Hummus is the Middle Eastern dip made from chickpeas.
Humus is a general term that describes a group of distinctly different humic substances that include:
* Fulvic acid, a yellow to yellow-brown humic substance that is soluble in water .
* Humic acid, a dark-brown humic substance that is soluble in water at higher pH and is of greater molecular weight than fulvic acid. It can remain for centuries in undisturbed soil.
* Humin, a black humic substance that is not soluble in water and with high molecular weight and is never found in base-extracted liquid humic acid products.
While soil organic matter is material that is decomposing at various rates.
So then, humic acid is not the same thing as compost, organic material that is decaying that's used to adjust clay or sandy soil and that worms and plants use for nutrition. Although compost can be the source of humic acid. Essentially, compost is fertilizer in organic form so it's important to know the nutrient analysis of the compost you're using.
Humus is powerful. A small amount gets huge measurable results. As little as 40 pound per acre increases farm yields dramatically.
What does it do?
The electronegativity of humic acid transports nutrients from the soil to the plant by holding onto ionized nutrients and preventing them from leaching away. Humic acids are attracted to the depletion zone of plant roots. When the humic acids arrive in the depletion zone at the roots they bring water and nutrients that plants need.
Here comes some scientific stuff about fungus and its symbiotic relationship with plant roots. Hold onto your hat.
The depletion zone is the area around roots where they draw (deplete) nutrients. The zone can become depleted if there is a lack of humic acid or mycorrhizal fungus. (See what I mean? Science!) Mycorrhizae have hyphae-micro-tubes that can extend much further into the soil than the host plant can reach and gather mineral nutrition that benefits the plant from beyond the depletion zone. Humus is critical for plant nutrient availability if there aren't healthy mycorrhizal relationships in the soil.
And there won't be mycorrhizal relationships with roots if you are relying chemical fertilizers.
This is why living soil smells alive.
The roots have a negative charge that attract and absorb positive ions around them. Humic acids hold cations (positive ions) such that they can be absorbed by a plant's root improving micronutrient transfer to the plant's circulation system.
This works because humic acids pick up positive ions and are then attracted to the root depletion zone and to the hyphae micro-tubes of mycorrhizae.
Since the roots negative charge is stronger than the humic acid biomolecules' negative charge the micronutrients are taken up by the plant's roots and absorbed by the plant's circulation system.

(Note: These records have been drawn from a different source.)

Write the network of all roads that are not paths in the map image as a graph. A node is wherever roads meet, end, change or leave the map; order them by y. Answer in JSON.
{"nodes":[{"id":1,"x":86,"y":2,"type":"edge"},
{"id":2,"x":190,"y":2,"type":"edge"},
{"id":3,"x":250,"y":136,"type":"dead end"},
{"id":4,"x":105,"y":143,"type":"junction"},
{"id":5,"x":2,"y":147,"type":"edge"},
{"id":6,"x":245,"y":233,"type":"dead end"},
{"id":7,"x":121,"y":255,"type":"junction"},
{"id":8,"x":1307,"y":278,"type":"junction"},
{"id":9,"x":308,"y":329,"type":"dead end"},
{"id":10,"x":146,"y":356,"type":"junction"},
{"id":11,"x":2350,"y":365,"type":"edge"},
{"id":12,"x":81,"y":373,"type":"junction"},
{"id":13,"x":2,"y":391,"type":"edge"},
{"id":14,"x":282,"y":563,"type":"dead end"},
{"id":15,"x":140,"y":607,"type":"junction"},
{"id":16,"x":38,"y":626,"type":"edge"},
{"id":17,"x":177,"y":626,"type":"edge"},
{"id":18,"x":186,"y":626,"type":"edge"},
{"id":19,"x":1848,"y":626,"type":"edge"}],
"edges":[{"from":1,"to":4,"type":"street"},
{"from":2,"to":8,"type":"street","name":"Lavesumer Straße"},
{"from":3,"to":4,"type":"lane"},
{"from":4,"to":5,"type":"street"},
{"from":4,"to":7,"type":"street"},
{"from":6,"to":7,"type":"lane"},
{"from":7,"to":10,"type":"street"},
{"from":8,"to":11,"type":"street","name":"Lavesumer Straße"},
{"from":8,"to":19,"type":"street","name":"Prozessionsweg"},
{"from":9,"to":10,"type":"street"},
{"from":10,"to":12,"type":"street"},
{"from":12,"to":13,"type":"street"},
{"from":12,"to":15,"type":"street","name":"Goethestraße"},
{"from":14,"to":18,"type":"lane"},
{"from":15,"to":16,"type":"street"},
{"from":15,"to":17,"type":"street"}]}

The plant will also take up some of the lighter molecular-weight humic acids as well. Essentially, the humic substances are chelating (bonding a metal ion with chemical compound) such cations (ion with positive charge) as magnesium, calcium and iron. Through chelation humic substances increase the availability of cations to plants.
Science! Right there.
How do you build humic acid levels?
You buy it and dump it on. Duh.
Compost and decomposing organic matter are not an efficient way to build soil humus levels because it decomposes and leaves its minerals behind and releases carbon into the atmosphere as CO2. While humic substances are stable long-lasting biomolecules, depending on their molecular weight up to 1,200 years.
Humus is a product of soil chemistry dependent upon a source of its precursor chemicals, amino acids.
Amino acids are the building blocks of protein. The best source of amino acids are produced by the Glomus species of mycorrhizae (fungi). These are associated with any natural grasses in undisturbed sites. It's why the tall grass prairies of the Midwest exemplify this soil-building process better than any ecotone (transition between biomes where two communities meet and integrate) because grasses use a Glomus-mycorrhizal relationship. That's why there is so much humus-rich topsoil in the tall grass prairies. Glomus makes a soil protein called glomalin rich in amino acids that combined with humus create a huge carbon sequestering banking.
Compost or other soil amendments of organic matter are not a reliable way of increasing soil humic substances. Trying to add adequate amounts of humic acid by application of compost would require such a huge amount that it would lead to overdosing the site with nutrients. The better the quality of the compost then the more concentrated the nutrients and the less you should use.
Per the Journal of Chemical Education:
Humic acids are remarkable brown to black products of soil chemistry that are essential for healthy and productive soils. They are functionalized molecules that can act as photosensitizers, retain water, bind to clays, act as plant growth stimulants, and scavage toxic pollutants. No synthetic material can match humic acid's physical and chemical versatility.
3 comments:
One must have a good sense of humus. It's only humin, after all.
I wonder about the word "scavage", to wit: Definition of scavage: a duty exacted in 14th, 15th, and 16th century England of nonresident merchants by mayors, sheriffs, or corporations on goods shown for sale.
Composting the local constabulary is frowned upon.
This is why living soil smells alive.
Probably why I'd rather eat humus than hummus (I know...).
Gotta love chemistry. Hummina hummina urp.